Jeffrey Carlson plays theater’s toughest role as if he was a fish on a line, jerking, fighting, gasping for air, flopping back until he is finally landed, exhausted and mortally wounded, in the play’s final scene. That is to say, he plays it as a twenty year old, suddenly commissioned by the shade of his dead father to avenge the father’s death at the hands of his own brother – who is now Hamlet’s stepfather. Hamlet is rageful. Agonized. Clueless.
This insightful reimagining of the role opens up Hamlet’s mystery to us. Instead of attempting to suss out Hamlet’s master plan, or determining whether he is sane or not, we realize that Hamlet is improvising, desperately, to perform a task that no one – young or old – should ever be given. Thus, for example, Hamlet delivers his famous “to be or not to be” speech not as a philosophical discourse, but, bottle of pills in hand, as a man-child’s frantic effort to determine whether he should kill himself this very minute, before he has to cast Ophelia (Michelle Beck) out of his contaminated life. The opposing tropes are not legs of a dialectic but thoughts which flood and overwhelm his frustrated brain, making him alternately weep, and laugh, and howl out like a monkey.
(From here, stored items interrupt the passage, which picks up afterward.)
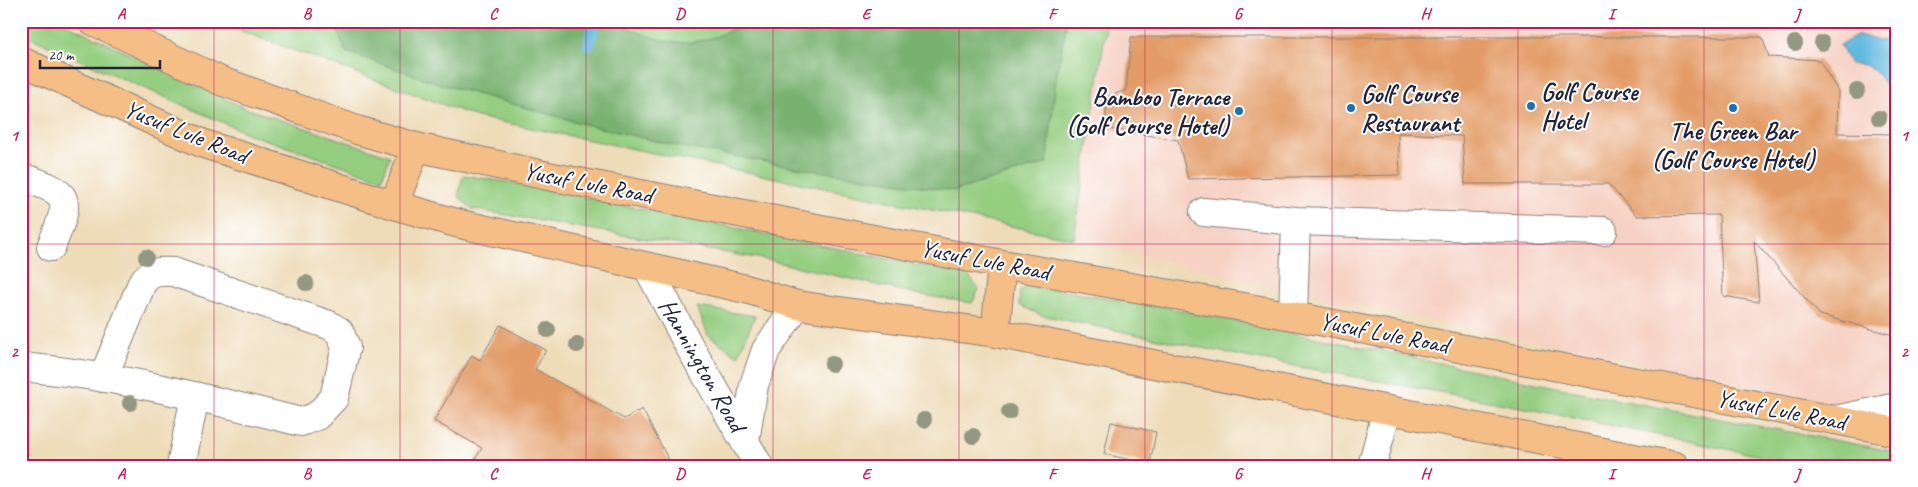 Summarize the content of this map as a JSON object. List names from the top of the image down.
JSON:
{
  "streets": {
    "main road": ["Yusuf Lule Road"],
    "street": ["Hannington Road"]
  },
  "crossings": [
    ["Yusuf Lule Road", "Hannington Road"]
  ],
  "places": [
    "Golf Course Hotel",
    "Golf Course Restaurant",
    "The Green Bar (Golf Course Hotel)",
    "Bamboo Terrace (Golf Course Hotel)"
  ],
  "scale_bar": "20 m",
  "grid": {
    "columns": [
      "A",
      "B",
      "C",
      "D",
      "E",
      "F",
      "G",
      "H",
      "I",
      "J"
    ],
    "rows": ["1", "2"]
  }
}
Despite its rhetorical complexity, the story is one of Shakespeare’s simplest. Hamlet has come home from college (Wittenberg, where Martin Luther began the Protestant Revolution) to mark the death of his beloved father and the remarriage of his mother, Gertrude (Janet Zarish) to his father’s brother, Claudius (Robert Cuccioli) – an event Hamlet considers an obscenity. Denmark seems the worst prison in the world to Hamlet, until his friend Horatio (Pedro Pascal) reports astonishing news – the ghost of Hamlet’s father has appeared at the outer gates of the castle.
Hamlet appears to the ghost (Ted van Griethuysen), and the ghost speaks to Hamlet. It says that Claudius has killed him, and demands that Hamlet take his revenge.
Hamlet is best understood as the polar opposite of another play about regicide, Macbeth. In Macbeth, Shakespeare’s shortest play, the characters are controlled by the will to action, and thereafter are given over to remorse. In Hamlet, his longest, the characters are given over to reflection, to agonizing, to experiment, and especially to words. In Hamlet, the characters construct a castle of words, which also serves as a laboratory in which they can examine their choices. Not only Hamlet but all characters are prone to tests and measurements: the pompous windbag Polonius (Robert Jason Jackson), for example, proposes to test the causes of Hamlet’s melancholy by setting up an encounter between the Prince and Polonius’s daughter, Ophelia, with himself and Claudius as hidden observers. It is Hamlet, though, who proposes the most audacious experiment of all: he arranges for actors to reproduce – here as a kabuki play – Claudius’ assassination of Hamlet’s father, as related to Hamlet by the ghost. If Claudius reacts to this show, Hamlet reasons, then Claudius is guilty as charged. If Claudius does not react, then Hamlet is prepared to become his loyal subject, and his friend.
Up to this point – roughly midway in the play – neither Hamlet nor we know for sure whether Claudius has committed the dread crime. The ghost could be, after all, simply a manifestation of Satan, come to fool Hamlet into committing murder, as Hamlet himself suspects. Or it could be a trick of Hamlet’s troubled heart, longing for an act of concrete evil to explain the cruel death of his much-treasured father. But Claudius leaves no doubt: he shuts down the play, and runs howling to his chapel.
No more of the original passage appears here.